Именно они приняли на себя главный удар критики, продолжавшей стоять на отживших позициях народничества. Ведь «шестидесятники» считали, что первая задача литературы – вскрывать язвы общества, учить и служить примером, и любое литературное произведение оценивали не по его художественным достоинствам, а по той идее (в идеале – гражданско-обличительной), которую там находили. Символисты же боролись за восстановление эстетического принципа в литературе. И победили, став, по сути, зачинателями Серебряного века. «Младшие символисты» поколения Александра Блока и Андрея Белого пришли на позиции, уже отвоеванные для них старшими собратьями по перу, и лишь углубили и расширили сферу завоеванного.

Серебряный век — образное название периода в истории русской поэзии, относящегося к началу XX века и данное по аналогии с «Золотым веком» (первая треть XIX века). Вопрос о хронологических рамках этого явления остаётся спорным. «Серебряный век» условно датируется 1890-ми гг. — первым двадцатилетием XX в. И если в определении начала «серебряного века» исследователи достаточно единодушны — рубеж 80-х-90-х годов XIX века, то конец этого периода вызывает споры. Одни исследователи настаивают, что с началом Гражданской войны «Серебряный век» прекратил своё существование, хотя в 1920-е годы ещё живы были те, кто создал это явление своим творчеством. Другие полагают, что русский серебряный век прервался в 1921 году, в год смерти Александра Блока и расстрела Николая Гумилёва, а также эмиграции многих поэтов и писателей в начале 1920-х годов из России. Наконец, существует точка зрения, что концом «Серебряного века» можно считать рубеж 1920—1930-х годов, связанный с самоубийством Владимира Маяковского и усилением идеологического контроля над литературой. Таким образом, временные рамки этого периода составляют около тридцати лет.

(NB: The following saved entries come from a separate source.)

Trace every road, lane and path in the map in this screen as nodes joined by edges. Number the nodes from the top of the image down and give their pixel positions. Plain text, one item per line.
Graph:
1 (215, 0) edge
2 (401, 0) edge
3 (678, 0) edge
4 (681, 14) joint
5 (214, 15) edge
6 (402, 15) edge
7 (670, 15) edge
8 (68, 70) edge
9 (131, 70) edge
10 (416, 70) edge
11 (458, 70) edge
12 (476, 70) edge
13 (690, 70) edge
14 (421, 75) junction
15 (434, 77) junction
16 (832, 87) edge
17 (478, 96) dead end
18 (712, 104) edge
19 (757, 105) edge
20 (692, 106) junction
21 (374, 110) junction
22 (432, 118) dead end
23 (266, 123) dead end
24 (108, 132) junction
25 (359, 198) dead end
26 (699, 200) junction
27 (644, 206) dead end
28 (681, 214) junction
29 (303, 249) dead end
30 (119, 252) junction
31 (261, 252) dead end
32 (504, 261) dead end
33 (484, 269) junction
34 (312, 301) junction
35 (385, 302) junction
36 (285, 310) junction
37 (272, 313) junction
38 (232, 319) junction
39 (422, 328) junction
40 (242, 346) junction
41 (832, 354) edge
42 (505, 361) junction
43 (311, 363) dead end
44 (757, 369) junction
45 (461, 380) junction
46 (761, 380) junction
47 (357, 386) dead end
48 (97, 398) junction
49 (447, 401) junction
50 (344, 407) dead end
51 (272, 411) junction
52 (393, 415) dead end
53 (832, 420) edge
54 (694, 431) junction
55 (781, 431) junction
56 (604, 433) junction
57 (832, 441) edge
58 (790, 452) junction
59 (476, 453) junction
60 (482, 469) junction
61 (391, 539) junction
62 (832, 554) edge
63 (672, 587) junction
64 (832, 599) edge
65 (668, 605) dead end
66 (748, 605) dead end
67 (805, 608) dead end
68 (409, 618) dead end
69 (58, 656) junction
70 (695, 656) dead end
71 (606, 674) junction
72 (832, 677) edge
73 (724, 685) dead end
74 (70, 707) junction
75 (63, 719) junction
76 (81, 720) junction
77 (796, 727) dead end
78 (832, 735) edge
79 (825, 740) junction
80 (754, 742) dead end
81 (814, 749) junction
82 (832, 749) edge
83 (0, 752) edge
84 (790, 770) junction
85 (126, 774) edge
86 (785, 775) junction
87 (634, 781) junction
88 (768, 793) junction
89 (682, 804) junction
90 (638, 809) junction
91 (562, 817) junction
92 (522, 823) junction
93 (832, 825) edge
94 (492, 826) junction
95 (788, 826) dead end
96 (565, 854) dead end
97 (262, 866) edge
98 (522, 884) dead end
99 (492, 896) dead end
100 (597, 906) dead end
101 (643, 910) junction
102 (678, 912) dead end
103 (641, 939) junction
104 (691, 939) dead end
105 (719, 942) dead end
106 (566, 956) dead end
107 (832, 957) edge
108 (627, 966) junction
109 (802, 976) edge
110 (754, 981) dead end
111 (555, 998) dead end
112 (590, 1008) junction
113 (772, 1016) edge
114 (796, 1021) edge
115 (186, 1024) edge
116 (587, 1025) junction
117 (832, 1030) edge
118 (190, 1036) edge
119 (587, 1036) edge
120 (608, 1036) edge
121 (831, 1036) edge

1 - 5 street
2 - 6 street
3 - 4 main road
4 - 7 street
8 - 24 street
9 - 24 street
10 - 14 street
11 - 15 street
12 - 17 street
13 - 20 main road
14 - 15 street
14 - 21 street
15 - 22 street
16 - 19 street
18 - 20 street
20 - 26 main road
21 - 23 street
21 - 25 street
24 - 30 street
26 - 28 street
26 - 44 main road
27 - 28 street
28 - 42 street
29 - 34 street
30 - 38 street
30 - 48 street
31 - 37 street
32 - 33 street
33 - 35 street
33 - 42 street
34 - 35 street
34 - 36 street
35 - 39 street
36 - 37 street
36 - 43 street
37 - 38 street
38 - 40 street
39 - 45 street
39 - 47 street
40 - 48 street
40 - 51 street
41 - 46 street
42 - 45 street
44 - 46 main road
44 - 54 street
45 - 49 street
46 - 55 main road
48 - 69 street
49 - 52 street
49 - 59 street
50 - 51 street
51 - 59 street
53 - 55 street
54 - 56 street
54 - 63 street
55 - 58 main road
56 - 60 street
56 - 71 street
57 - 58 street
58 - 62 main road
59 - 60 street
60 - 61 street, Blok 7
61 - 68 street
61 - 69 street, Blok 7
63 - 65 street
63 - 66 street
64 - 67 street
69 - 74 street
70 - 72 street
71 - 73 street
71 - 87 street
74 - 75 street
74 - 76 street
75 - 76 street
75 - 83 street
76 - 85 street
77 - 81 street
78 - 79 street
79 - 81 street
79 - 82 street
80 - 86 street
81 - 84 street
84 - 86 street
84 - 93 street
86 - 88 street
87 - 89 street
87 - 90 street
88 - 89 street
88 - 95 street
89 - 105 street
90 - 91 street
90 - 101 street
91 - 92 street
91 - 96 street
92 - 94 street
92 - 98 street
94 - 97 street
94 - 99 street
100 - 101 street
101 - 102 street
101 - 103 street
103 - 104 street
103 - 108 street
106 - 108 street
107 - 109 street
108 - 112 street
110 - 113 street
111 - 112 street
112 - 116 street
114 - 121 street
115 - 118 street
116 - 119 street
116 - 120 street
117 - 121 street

Квартира Мережковских в «доме Мурузи», благодаря им, стала центром литературно-художественной и религиозно-философской жизни Петербурга, по словам Георгия Чулкова «своего рода психологическим магнитом, куда тянулись философствующие лирики и лирические философы. Новейшие поколения того времени искали и находили в Мережковском связь с ушедшим поколением». Здесь бывали Федор Сологуб, Александр Блок, Андрей Белый, Валерий Брюсов, Вячеслав Иванов, Николай Бердяев, Василий Розанов. Блок стал частным посетителем знаменитых собраний у Мережковских. Поэт Вл. Пяст – один из ближайших друзей Блока в течение шестнадцати с лишних лет, вспоминал об их первой встрече в салоне Мережковских:

«Январь 1905 года. Я попадаю нежданно-негаданно в литературный круг. В воскресенье днём собираются у Мережковских. Многие – поэты, художники, философы. Несколько студентов в том числе. Один из них – высокий в своём прекрасно сшитом сюртуке, стройный, как Аполлон, и лицом вызывающий мысль о Боге. Это Блок. У него глубокий – «природой поставленный» – голос. Смелость, благородство и вместе мягкость – рыцарство – в каждом проявлении».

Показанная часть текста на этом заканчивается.